**Exercise**: Your answer should be each line of the entries that contains the word "down", copied in full.

Content starts

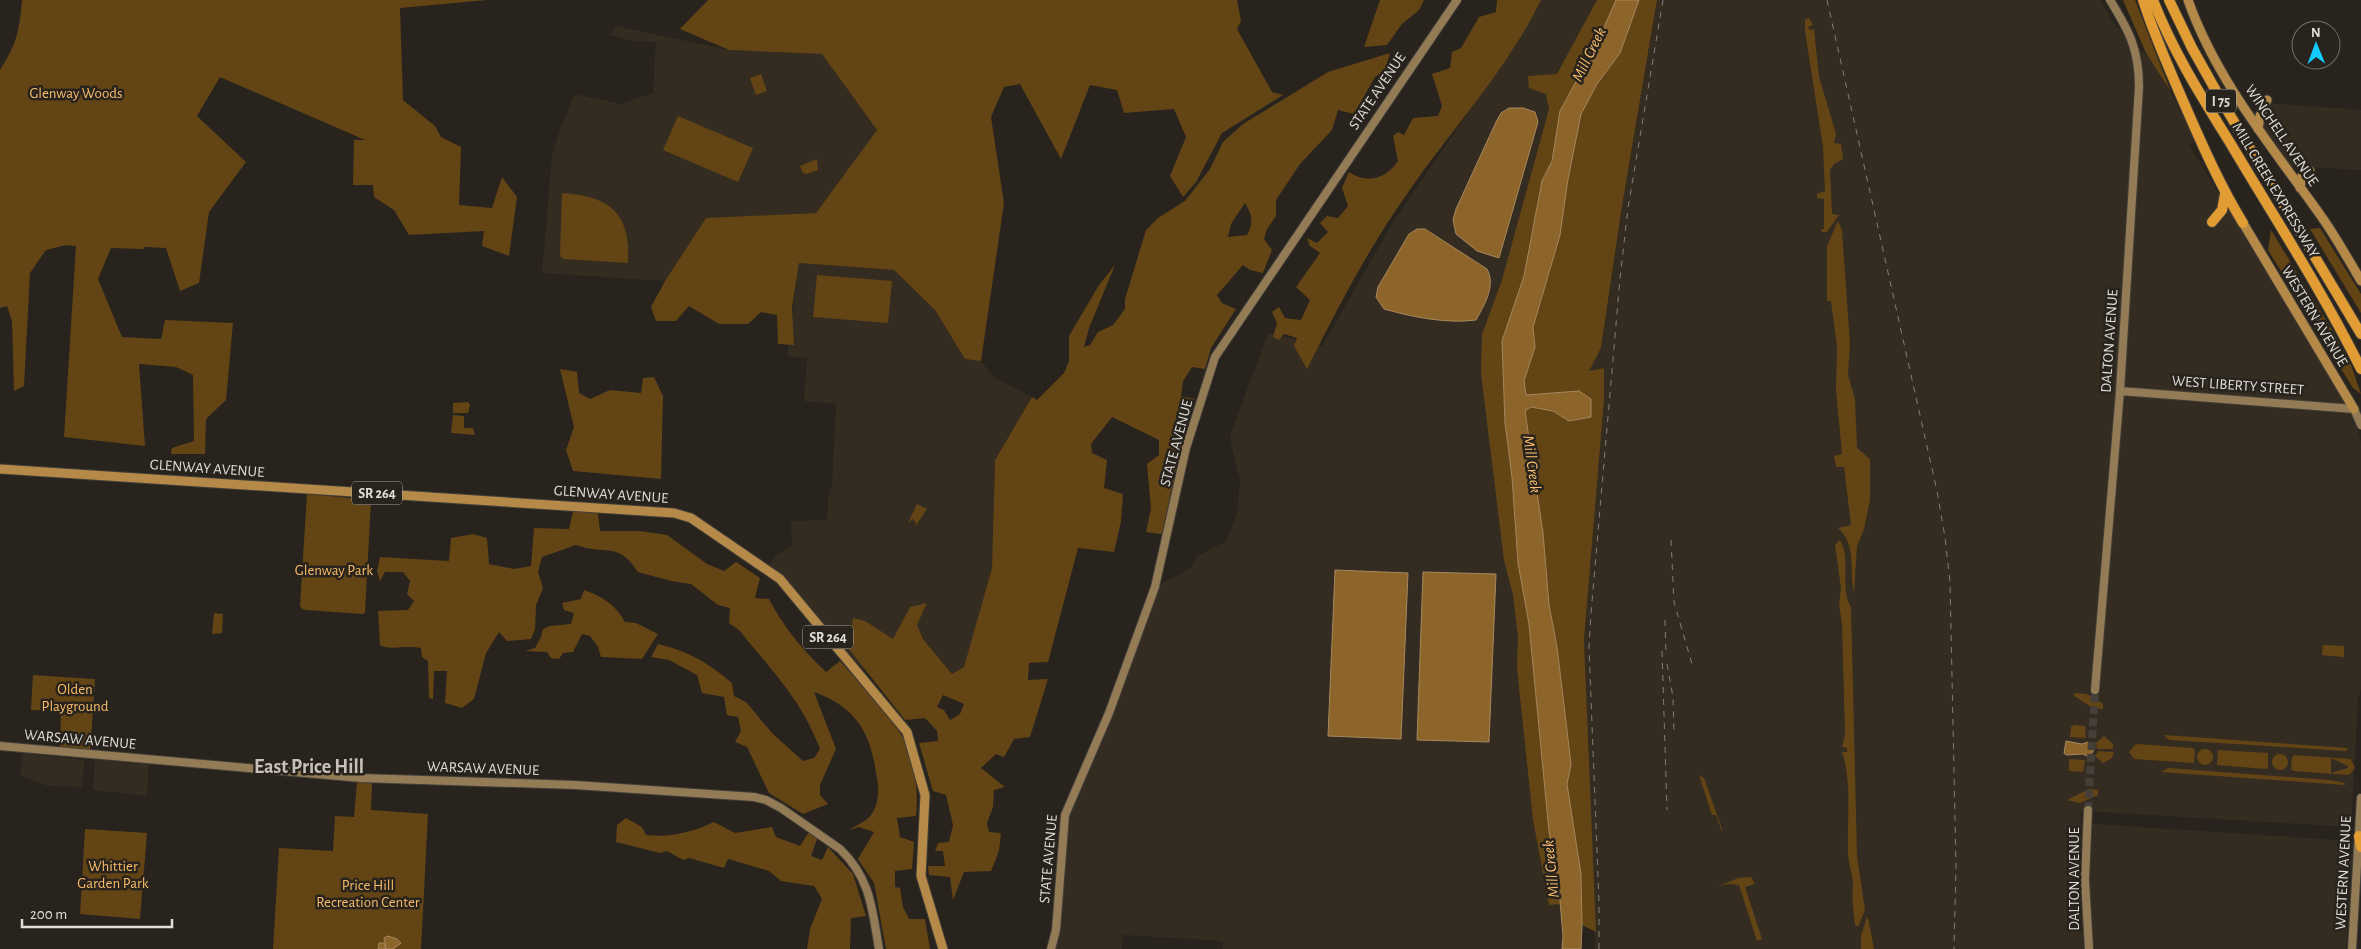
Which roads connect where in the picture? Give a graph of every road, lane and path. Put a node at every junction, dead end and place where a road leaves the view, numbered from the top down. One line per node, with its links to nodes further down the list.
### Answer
1 (1457, 0): 29 (main road, STATE AVENUE)
2 (2110, 0): 17 (main road, DALTON AVENUE)
3 (2143, 0): 11 (highway)
4 (2153, 0): 16 (highway, MILL CREEK EXPRESSWAY / I 75)
5 (2169, 0): 15 (highway, MILL CREEK EXPRESSWAY / I 75)
6 (2188, 0): 8 (main road, WINCHELL AVENUE)
7 (2268, 100): 8 (main road)
8 (2258, 129): 10 (main road, WINCHELL AVENUE)
9 (2310, 171): 10 (main road)
10 (2300, 188): 14 (main road, WINCHELL AVENUE)
11 (2225, 194): 12 (highway); 13 (highway)
12 (2212, 222)
13 (2243, 223): 18 (main road, WESTERN AVENUE)
14 (2361, 281)
15 (2361, 334)
16 (2361, 369)
17 (2120, 391): 18 (main road, WEST LIBERTY STREET); 21 (main road, DALTON AVENUE)
18 (2359, 409): 19 (main road, WESTERN AVENUE)
19 (2361, 425)
20 (0, 469): 28 (main road, GLENWAY AVENUE / SR 264)
21 (2095, 690)
22 (0, 746): 27 (main road, WARSAW AVENUE)
23 (2361, 798): 25 (main road, WESTERN AVENUE)
24 (2088, 810): 30 (main road, DALTON AVENUE)
25 (2359, 836): 26 (highway); 31 (main road, WESTERN AVENUE)
26 (2361, 847)
27 (879, 949)
28 (943, 949)
29 (1051, 949)
30 (2089, 949)
31 (2352, 949)

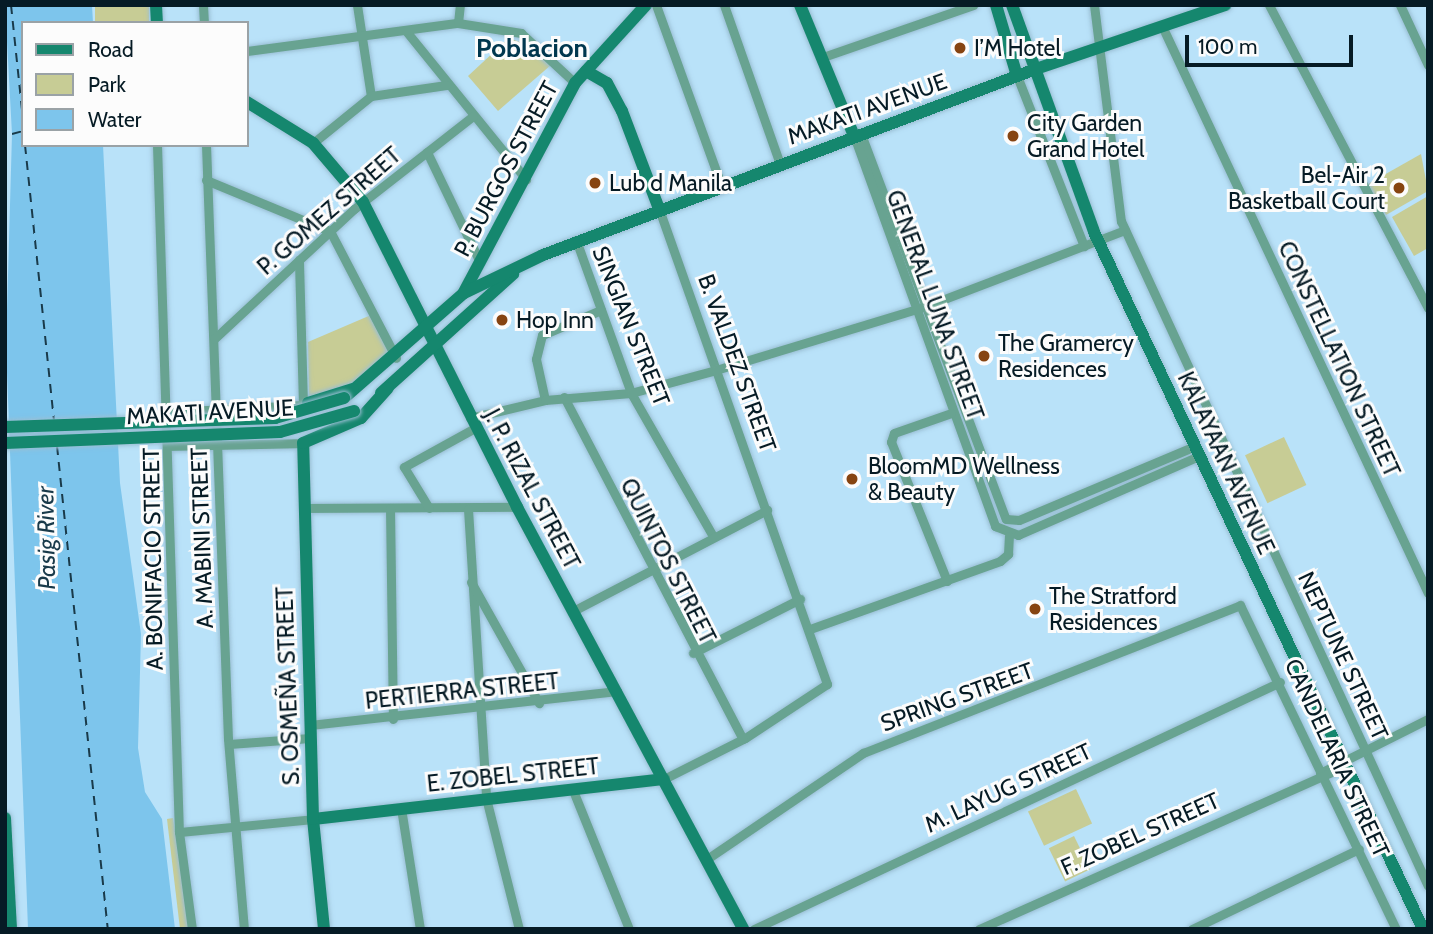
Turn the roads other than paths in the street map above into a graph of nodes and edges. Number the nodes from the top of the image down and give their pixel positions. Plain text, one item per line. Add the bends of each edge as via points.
1 (357, 5) edge
2 (460, 5) edge
3 (656, 5) edge
4 (724, 5) edge
5 (800, 5) edge
6 (973, 5) edge
7 (996, 5) edge
8 (1012, 5) edge
9 (1094, 5) edge
10 (1225, 5) edge
11 (1269, 5) edge
12 (1400, 5) edge
13 (639, 8) edge
14 (1192, 11) edge
15 (458, 23) junction
16 (1162, 26) junction
17 (406, 31) junction
18 (360, 37) junction
19 (1100, 47) junction
20 (248, 51) edge
21 (823, 57) junction
22 (1428, 65) edge
23 (1033, 70) junction
24 (586, 71) junction
25 (1017, 76) junction
26 (575, 83) junction
27 (446, 85) junction
28 (371, 96) junction
29 (248, 103) edge
30 (473, 116) junction
31 (857, 135) junction
32 (313, 143) junction
33 (157, 147) edge
34 (206, 147) edge
35 (427, 152) junction
36 (780, 164) junction
37 (526, 179) junction
38 (206, 180) junction
39 (721, 185) junction
40 (363, 202) junction
41 (659, 209) junction
42 (1125, 230) junction
43 (330, 231) junction
44 (576, 240) junction
45 (1098, 241) junction
46 (1084, 246) junction
47 (299, 260) junction
48 (480, 262) junction
49 (527, 262) junction
50 (464, 293) junction
51 (926, 306) junction
52 (1428, 308) edge
53 (601, 310) junction
54 (914, 310) junction
55 (425, 331) junction
56 (214, 339) junction
57 (433, 346) junction
58 (396, 358) junction
59 (716, 370) junction
60 (956, 385) junction
61 (361, 388) junction
62 (388, 388) junction
63 (943, 390) junction
64 (631, 393) junction
65 (564, 397) junction
66 (545, 400) junction
67 (303, 405) junction
68 (218, 411) junction
69 (169, 412) junction
70 (951, 413) junction
71 (473, 423) junction
72 (5, 427) edge
73 (5, 443) edge
74 (303, 443) junction
75 (219, 445) junction
76 (170, 446) junction
77 (1197, 451) junction
78 (1099, 486) junction
79 (1104, 497) junction
80 (517, 507) junction
81 (304, 508) junction
82 (390, 508) junction
83 (429, 508) junction
84 (468, 509) junction
85 (767, 510) junction
86 (713, 536) junction
87 (1009, 536) junction
88 (649, 569) junction
89 (470, 579) junction
90 (947, 580) junction
91 (1428, 593) edge
92 (800, 599) junction
93 (1240, 605) joint
94 (573, 611) junction
95 (810, 629) junction
96 (693, 653) junction
97 (1280, 682) junction
98 (827, 684) joint
99 (617, 691) junction
100 (539, 703) junction
101 (477, 711) junction
102 (393, 719) junction
103 (1428, 719) edge
104 (310, 732) junction
105 (743, 739) junction
106 (229, 744) junction
107 (1366, 750) junction
108 (1344, 763) junction
109 (1322, 773) junction
110 (664, 779) junction
111 (572, 789) junction
112 (486, 798) junction
113 (401, 808) junction
114 (5, 818) edge
115 (313, 819) junction
116 (236, 826) junction
117 (179, 832) junction
118 (1359, 849) junction
119 (706, 859) junction
120 (1428, 886) edge
121 (11, 929) edge
122 (192, 929) edge
123 (244, 929) edge
124 (324, 929) edge
125 (420, 929) edge
126 (519, 929) edge
127 (629, 929) edge
128 (743, 929) edge
129 (754, 929) edge
130 (979, 929) edge
131 (1192, 929) edge
132 (1396, 929) edge
133 (1423, 929) edge

1 - 18 street
2 - 15 street
3 - 39 street
4 - 36 street
5 - 21 main road, GENERAL LUNA STREET
6 - 21 street
7 - 25 main road
8 - 23 main road, KALAYAAN AVENUE
9 - 19 street, NEPTUNE STREET
10 - 14 main road, MAKATI AVENUE
11 - 52 street
12 - 22 street
13 - 24 main road, P. BURGOS STREET
14 - 16 main road, MAKATI AVENUE
15 - 17 street
15 - 26 street via 521,33
16 - 19 main road, MAKATI AVENUE
16 - 91 street, CONSTELLATION STREET
17 - 18 street
17 - 27 street
18 - 20 street
18 - 28 street
19 - 23 main road, MAKATI AVENUE
19 - 42 street, NEPTUNE STREET
21 - 31 main road, GENERAL LUNA STREET
23 - 25 main road, MAKATI AVENUE
23 - 45 main road, KALAYAAN AVENUE
24 - 26 main road, P. BURGOS STREET
24 - 41 main road, B. VALDEZ STREET via 607,83 622,111
25 - 31 main road, MAKATI AVENUE
25 - 46 street
26 - 37 main road, P. BURGOS STREET
27 - 28 street
27 - 30 street
28 - 32 street
29 - 32 main road, J. P. RIZAL STREET
30 - 35 street, P. GOMEZ STREET
30 - 37 street
31 - 36 main road, MAKATI AVENUE
31 - 51 street, GENERAL LUNA STREET
31 - 54 street, GENERAL LUNA STREET
32 - 40 main road, J. P. RIZAL STREET
33 - 69 street, A. BONIFACIO STREET
34 - 38 street, A. MABINI STREET
35 - 40 street, P. GOMEZ STREET
35 - 48 street
36 - 39 main road, MAKATI AVENUE
37 - 48 main road, P. BURGOS STREET
38 - 43 street
38 - 56 street, A. MABINI STREET
39 - 41 main road, MAKATI AVENUE
40 - 43 street, P. GOMEZ STREET
40 - 55 main road, J. P. RIZAL STREET
41 - 44 main road, MAKATI AVENUE
41 - 59 street, B. VALDEZ STREET
42 - 45 street
42 - 107 street, NEPTUNE STREET
43 - 47 street, P. GOMEZ STREET
43 - 58 street
44 - 49 main road, MAKATI AVENUE
44 - 53 street, SINGIAN STREET
45 - 46 street
45 - 77 main road, KALAYAAN AVENUE
46 - 51 street
47 - 56 street, P. GOMEZ STREET
47 - 67 street
48 - 50 main road, P. BURGOS STREET
49 - 50 main road, MAKATI AVENUE
49 - 57 main road, MAKATI AVENUE
50 - 55 main road, MAKATI AVENUE
51 - 54 street
51 - 60 street, GENERAL LUNA STREET
53 - 64 street, SINGIAN STREET
53 - 66 street via 542,335 536,359
54 - 59 street
54 - 63 street, GENERAL LUNA STREET
55 - 57 main road, J. P. RIZAL STREET
55 - 58 main road, MAKATI AVENUE
56 - 68 street, A. MABINI STREET
57 - 62 main road, MAKATI AVENUE
57 - 71 main road, J. P. RIZAL STREET
58 - 61 main road, MAKATI AVENUE
59 - 64 street
59 - 85 street, B. VALDEZ STREET
60 - 63 street
60 - 78 street, GENERAL LUNA STREET via 1006,519 1019,520
61 - 67 main road
61 - 72 main road, MAKATI AVENUE, bridge via 344,398 275,418
62 - 73 main road, MAKATI AVENUE, bridge via 354,411 280,432
62 - 74 main road via 361,418
63 - 70 street, GENERAL LUNA STREET
64 - 65 street
64 - 86 street, SINGIAN STREET
65 - 66 street
65 - 88 street, QUINTOS STREET
66 - 71 street
67 - 68 street
68 - 69 street
68 - 75 street, A. MABINI STREET
69 - 76 street, A. BONIFACIO STREET
70 - 87 street, GENERAL LUNA STREET via 990,519
70 - 90 street via 894,433 891,442
71 - 80 main road, J. P. RIZAL STREET
71 - 83 street via 402,469
74 - 75 street
74 - 81 main road, S. OSMEÑA STREET
75 - 76 street
75 - 106 street, A. MABINI STREET
76 - 117 street, A. BONIFACIO STREET
77 - 78 street, GENERAL LUNA STREET
77 - 79 street
77 - 108 main road, KALAYAAN AVENUE
78 - 79 street
79 - 87 street
80 - 84 street
80 - 94 main road, J. P. RIZAL STREET
81 - 82 street
81 - 104 main road, S. OSMEÑA STREET
82 - 83 street
82 - 102 street
83 - 84 street
84 - 89 street
85 - 86 street
85 - 92 street, B. VALDEZ STREET
86 - 88 street
87 - 90 street via 1008,554 1000,561
88 - 94 street
88 - 96 street, QUINTOS STREET
89 - 100 street
89 - 101 street
90 - 95 street
92 - 95 street, B. VALDEZ STREET
92 - 96 street
93 - 97 street, CANDELARIA STREET
93 - 119 street, SPRING STREET via 863,753
94 - 99 main road, J. P. RIZAL STREET
95 - 98 street, B. VALDEZ STREET
96 - 105 street, QUINTOS STREET
97 - 109 street, CANDELARIA STREET
97 - 129 street, M. LAYUG STREET
98 - 105 street, E. ZOBEL STREET
99 - 100 street, PERTIERRA STREET
99 - 110 main road, J. P. RIZAL STREET
100 - 101 street, PERTIERRA STREET
101 - 102 street, PERTIERRA STREET
101 - 112 street
102 - 104 street, PERTIERRA STREET
103 - 107 street, F. ZOBEL STREET
104 - 106 street, PERTIERRA STREET
104 - 115 main road, S. OSMEÑA STREET
105 - 110 street, E. ZOBEL STREET
106 - 116 street, A. MABINI STREET
107 - 108 street, F. ZOBEL STREET
107 - 120 street, NEPTUNE STREET
108 - 109 street, F. ZOBEL STREET
108 - 133 main road, KALAYAAN AVENUE
109 - 118 street, CANDELARIA STREET
109 - 130 street, F. ZOBEL STREET
110 - 111 main road, E. ZOBEL STREET
110 - 119 main road, J. P. RIZAL STREET
111 - 112 main road, E. ZOBEL STREET
111 - 127 street
112 - 113 main road, E. ZOBEL STREET
112 - 126 street
113 - 115 main road, E. ZOBEL STREET
113 - 125 street
114 - 121 main road
115 - 116 street, E. ZOBEL STREET
115 - 124 main road, S. OSMEÑA STREET
116 - 117 street, E. ZOBEL STREET
116 - 123 street, A. MABINI STREET
117 - 122 street, A. BONIFACIO STREET
118 - 131 street
118 - 132 street, CANDELARIA STREET
119 - 128 main road, J. P. RIZAL STREET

Content ends

**The completed task**:
Which roads connect where in the picture? Give a graph of every road, lane and path. Put a node at every junction, dead end and place where a road leaves the view, numbered from the top down. One line per node, with its links to nodes further down the list.
Turn the roads other than paths in the street map above into a graph of nodes and edges. Number the nodes from the top of the image down and give their pixel positions. Plain text, one item per line. Add the bends of each edge as via points.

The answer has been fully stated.